Hi Christian, For next revision, could you also CC surenb@xxxxxxxxxx as well? He is also working on the low memory killer. And also suggest CC to kernel-team@xxxxxxxxxxx. And mentioned some comments below, thanks. On Thu, May 16, 2019 at 03:59:42PM +0200, Christian Brauner wrote: [snip]
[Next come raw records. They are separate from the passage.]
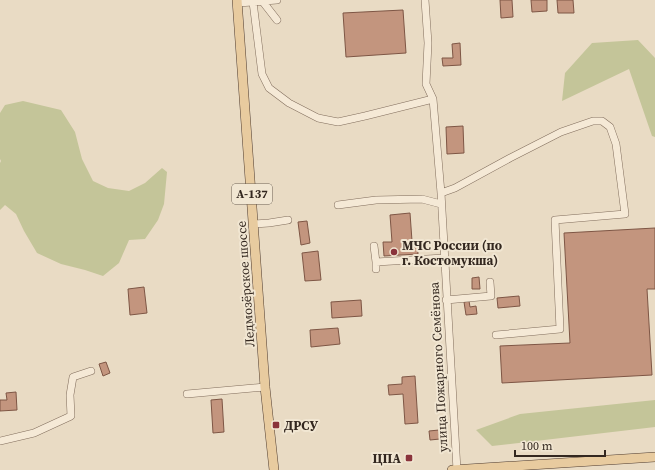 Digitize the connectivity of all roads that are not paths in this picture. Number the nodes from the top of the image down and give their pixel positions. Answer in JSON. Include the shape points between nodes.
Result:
{"nodes":[{"id":1,"x":277,"y":0,"type":"edge"},
{"id":2,"x":425,"y":0,"type":"edge"},
{"id":3,"x":237,"y":2,"type":"edge"},
{"id":4,"x":252,"y":2,"type":"junction"},
{"id":5,"x":263,"y":2,"type":"junction"},
{"id":6,"x":277,"y":20,"type":"dead end"},
{"id":7,"x":433,"y":99,"type":"junction"},
{"id":8,"x":440,"y":193,"type":"junction"},
{"id":9,"x":441,"y":204,"type":"junction"},
{"id":10,"x":338,"y":205,"type":"dead end"},
{"id":11,"x":288,"y":220,"type":"dead end"},
{"id":12,"x":254,"y":224,"type":"junction"},
{"id":13,"x":374,"y":246,"type":"dead end"},
{"id":14,"x":444,"y":258,"type":"junction"},
{"id":15,"x":490,"y":282,"type":"dead end"},
{"id":16,"x":446,"y":300,"type":"junction"},
{"id":17,"x":496,"y":335,"type":"dead end"},
{"id":18,"x":91,"y":371,"type":"dead end"},
{"id":19,"x":265,"y":387,"type":"junction"},
{"id":20,"x":187,"y":394,"type":"dead end"},
{"id":21,"x":0,"y":441,"type":"edge"},
{"id":22,"x":655,"y":457,"type":"edge"},
{"id":23,"x":274,"y":470,"type":"edge"},
{"id":24,"x":452,"y":470,"type":"edge"},
{"id":25,"x":457,"y":470,"type":"edge"}],
"edges":[{"from":1,"to":5,"type":"street"},
{"from":2,"to":7,"type":"street","name":"улица Пожарного Семёнова","via":[[428,43],[426,84]]},
{"from":3,"to":4,"type":"street"},
{"from":3,"to":12,"type":"main road","name":"Ледмозёрское шоссе","number":"А-137"},
{"from":4,"to":5,"type":"street"},
{"from":4,"to":7,"type":"street","via":[[262,74],[270,88],[289,103],[318,118],[338,122]]},
{"from":5,"to":6,"type":"street"},
{"from":7,"to":8,"type":"street","name":"улица Пожарного Семёнова"},
{"from":8,"to":9,"type":"street","name":"улица Пожарного Семёнова"},
{"from":8,"to":17,"type":"street","via":[[455,188],[561,132],[593,121],[602,121],[610,127],[616,144],[625,214],[555,220],[560,329]]},
{"from":9,"to":10,"type":"street","via":[[422,198]]},
{"from":9,"to":14,"type":"street","name":"улица Пожарного Семёнова"},
{"from":11,"to":12,"type":"street"},
{"from":12,"to":19,"type":"main road","name":"Ледмозёрское шоссе","number":"А-137"},
{"from":13,"to":14,"type":"street","via":[[376,266]]},
{"from":14,"to":16,"type":"street","name":"улица Пожарного Семёнова"},
{"from":15,"to":16,"type":"street","via":[[491,296]]},
{"from":16,"to":25,"type":"street","name":"улица Пожарного Семёнова"},
{"from":18,"to":21,"type":"street","via":[[73,377],[70,395],[72,416],[34,433]]},
{"from":19,"to":20,"type":"street"},
{"from":19,"to":23,"type":"main road","name":"Ледмозёрское шоссе","number":"А-137"},
{"from":22,"to":25,"type":"main road"},
{"from":24,"to":25,"type":"main road"}]} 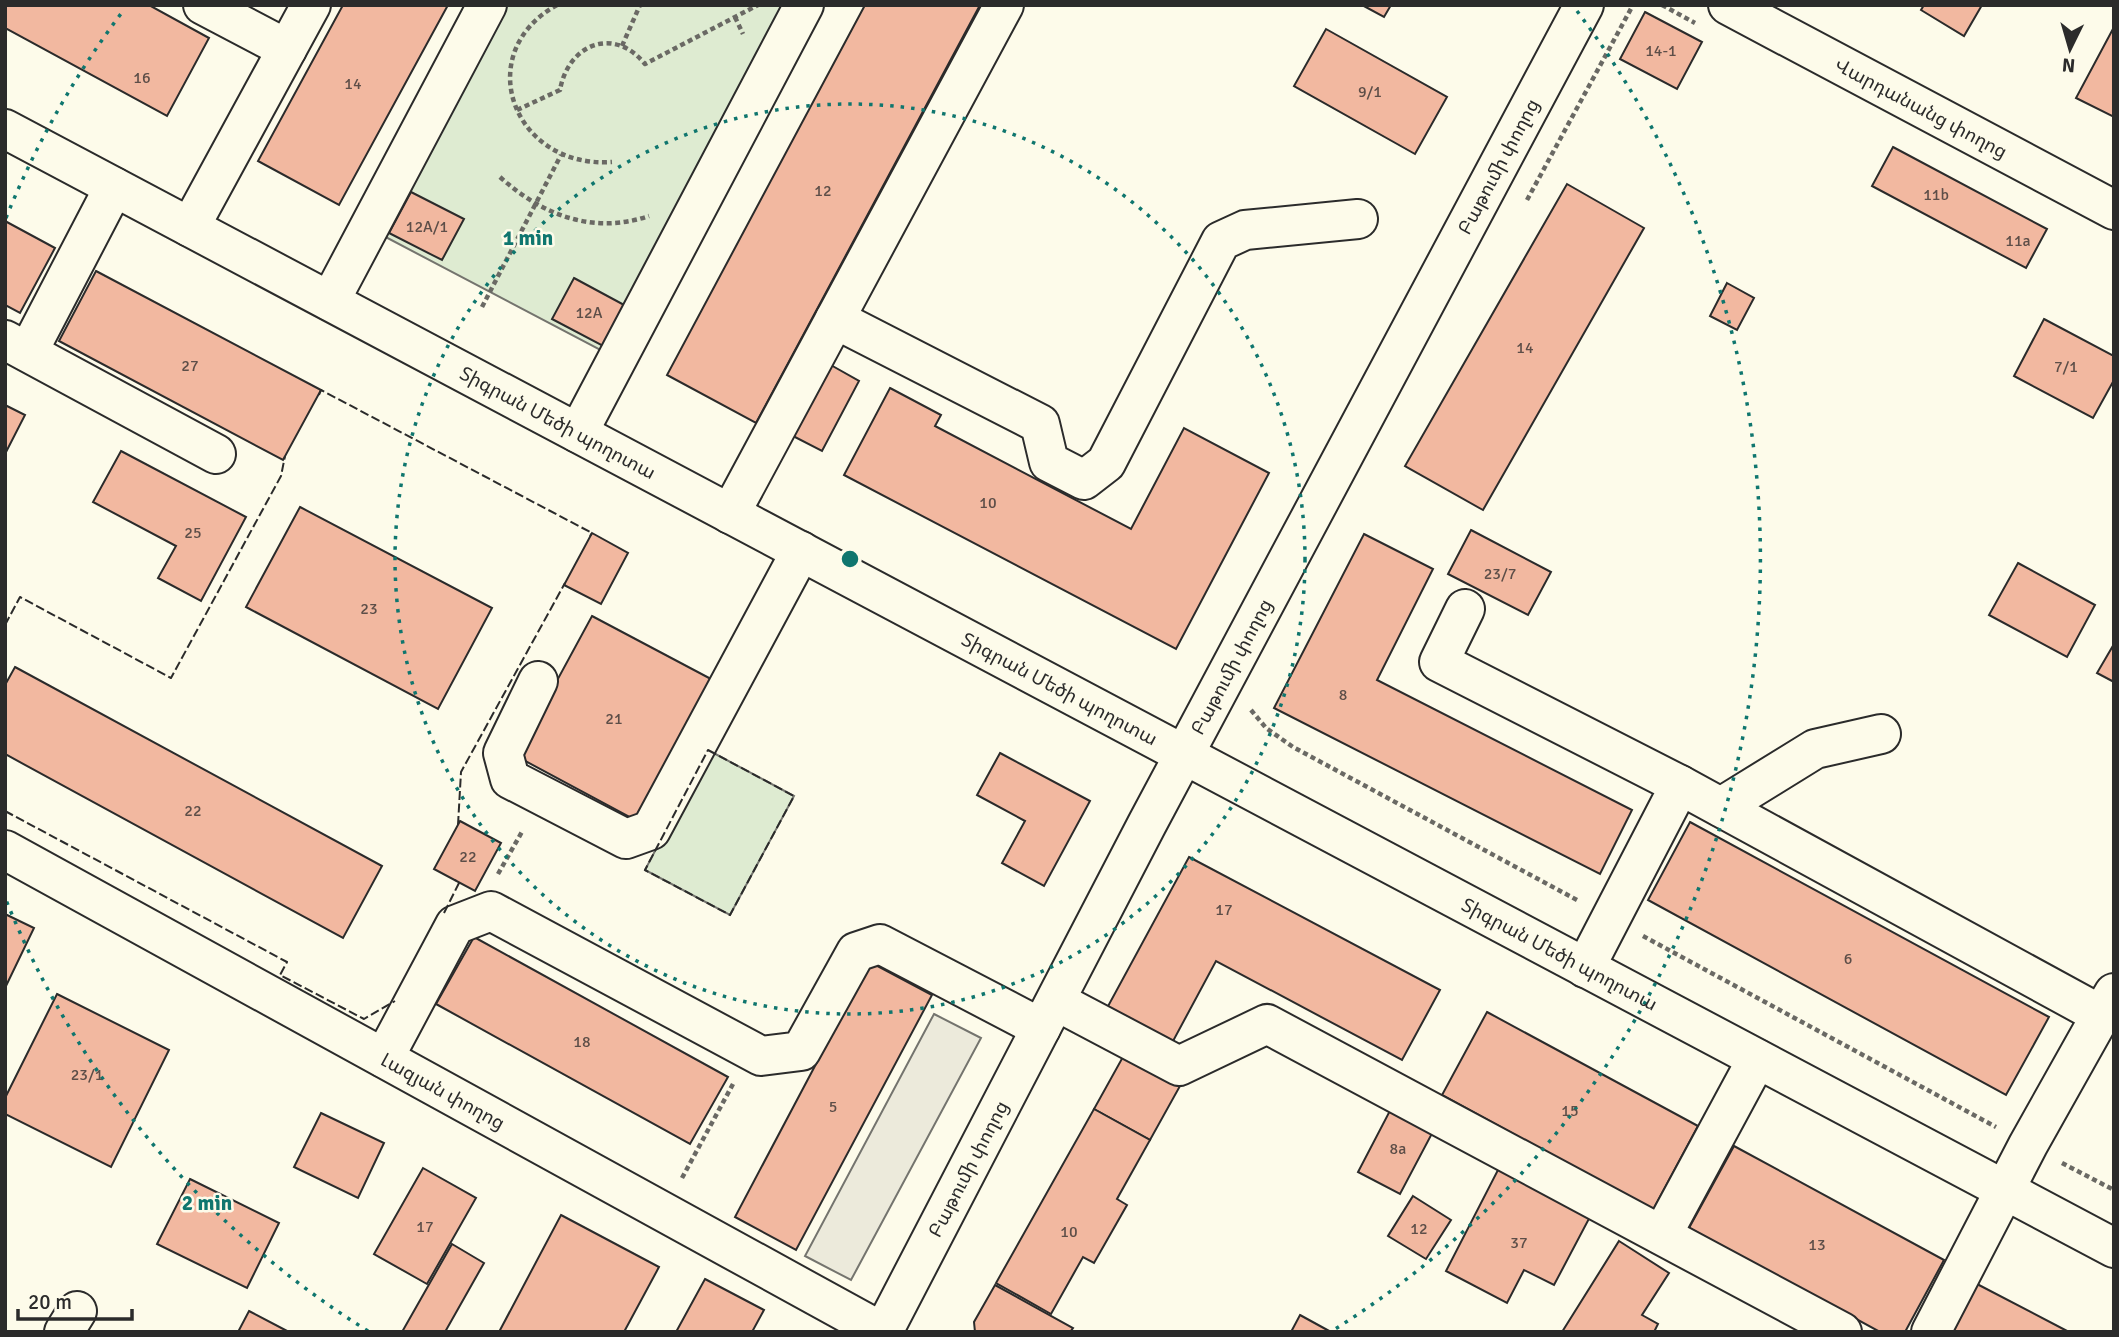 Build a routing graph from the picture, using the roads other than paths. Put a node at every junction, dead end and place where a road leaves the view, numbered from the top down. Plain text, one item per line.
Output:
1 (203, 5) edge
2 (311, 5) edge
3 (487, 5) edge
4 (804, 5) edge
5 (1004, 5) edge
6 (1584, 5) edge
7 (1728, 5) edge
8 (287, 50) junction
9 (5, 129) edge
10 (114, 187) junction
11 (2114, 210) edge
12 (1358, 219) dead end
13 (190, 227) junction
14 (330, 301) junction
15 (835, 319) junction
16 (17, 346) edge
17 (578, 433) junction
18 (216, 454) dead end
19 (730, 514) junction
20 (801, 551) junction
21 (1465, 609) dead end
22 (538, 681) dead end
23 (1881, 734) dead end
24 (1184, 755) junction
25 (1680, 785) junction
26 (1721, 807) junction
27 (5, 850) edge
28 (1586, 968) junction
29 (2107, 1004) edge
30 (1048, 1014) junction
31 (384, 1058) junction
32 (1757, 1059) junction
33 (2005, 1190) junction
34 (1662, 1235) junction
35 (2114, 1248) edge
36 (883, 1332) edge
37 (1842, 1332) edge
38 (1931, 1332) edge

1 - 8 street
2 - 8 street
3 - 14 street
4 - 17 street
5 - 15 street
6 - 24 street, Բաթումի փողոց
7 - 11 street, Վարդանանց փողոց
8 - 13 street
9 - 10 street, Տիգրան Մեծի պողոտա
10 - 13 street, Տիգրան Մեծի պողոտա
10 - 16 street
12 - 15 street
13 - 14 street, Տիգրան Մեծի պողոտա
14 - 17 street, Տիգրան Մեծի պողոտա
15 - 19 street
16 - 18 street
17 - 19 street, Տիգրան Մեծի պողոտա
19 - 20 street, Տիգրան Մեծի պողոտա
20 - 22 street
20 - 24 street, Տիգրան Մեծի պողոտա
21 - 25 street
23 - 26 street
24 - 28 street, Տիգրան Մեծի պողոտա
24 - 30 street, Բաթումի փողոց
25 - 26 street
25 - 28 street
26 - 29 street
27 - 31 street, Լազյան փողոց
28 - 32 street, Տիգրան Մեծի պողոտա
29 - 33 street
30 - 31 street
30 - 34 street
30 - 36 street, Բաթումի փողոց
31 - 36 street, Լազյան փողոց
32 - 33 street, Տիգրան Մեծի պողոտա
32 - 34 street
33 - 35 street, Տիգրան Մեծի պողոտա
33 - 38 street
34 - 37 street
diff --git a/kernel/pid.c b/kernel/pid.c index 20881598bdfa..4afca3d6dcb8 100644 --- a/kernel/pid.c +++ b/kernel/pid.c @@ -38,6 +38,7 @@ #include <linux/syscalls.h> #include <linux/proc_ns.h> #include <linux/proc_fs.h> +#include <linux/sched/signal.h> #include <linux/sched/task.h> #include <linux/idr.h> @@ -451,6 +452,55 @@ struct pid *find_ge_pid(int nr, struct pid_namespace *ns) return idr_get_next(&ns->idr, &nr); } +/** + * pidfd_open() - Open new pid file descriptor. + * + * @pid: pid for which to retrieve a pidfd + * @flags: flags to pass + * + * This creates a new pid file descriptor with the O_CLOEXEC flag set for + * the process identified by @pid. Currently, the process identified by + * @pid must be a thread-group leader. This restriction currently exists + * for all aspects of pidfds including pidfd creation (CLONE_PIDFD cannot + * be used with CLONE_THREAD) and pidfd polling (only supports thread group + * leaders). + * + * Return: On success, a cloexec pidfd is returned. + * On error, a negative errno number will be returned. + */ +SYSCALL_DEFINE2(pidfd_open, pid_t, pid, unsigned int, flags) +{ + int fd, ret; + struct pid *p; + struct task_struct *tsk; + + if (flags) + return -EINVAL; + + if (pid <= 0) + return -EINVAL; + + p = find_get_pid(pid); + if (!p) + return -ESRCH; + + ret = 0; + rcu_read_lock(); + /* + * If this returns non-NULL the pid was used as a thread-group + * leader. Note, we race with exec here: If it changes the + * thread-group leader we might return the old leader. + */ + tsk = pid_task(p, PIDTYPE_TGID);
Just trying to understand the comment here. The issue is that we might either return the new leader, or the old leader depending on the overlap with concurrent de_thread right? In either case, we don't care though. I suggest to remove the "Note..." part of the comment since it doesn't seem the race is relevant here unless we are doing something else with tsk in the function, but if you want to keep it that's also fine. Comment text should probably should be 'return the new leader' though.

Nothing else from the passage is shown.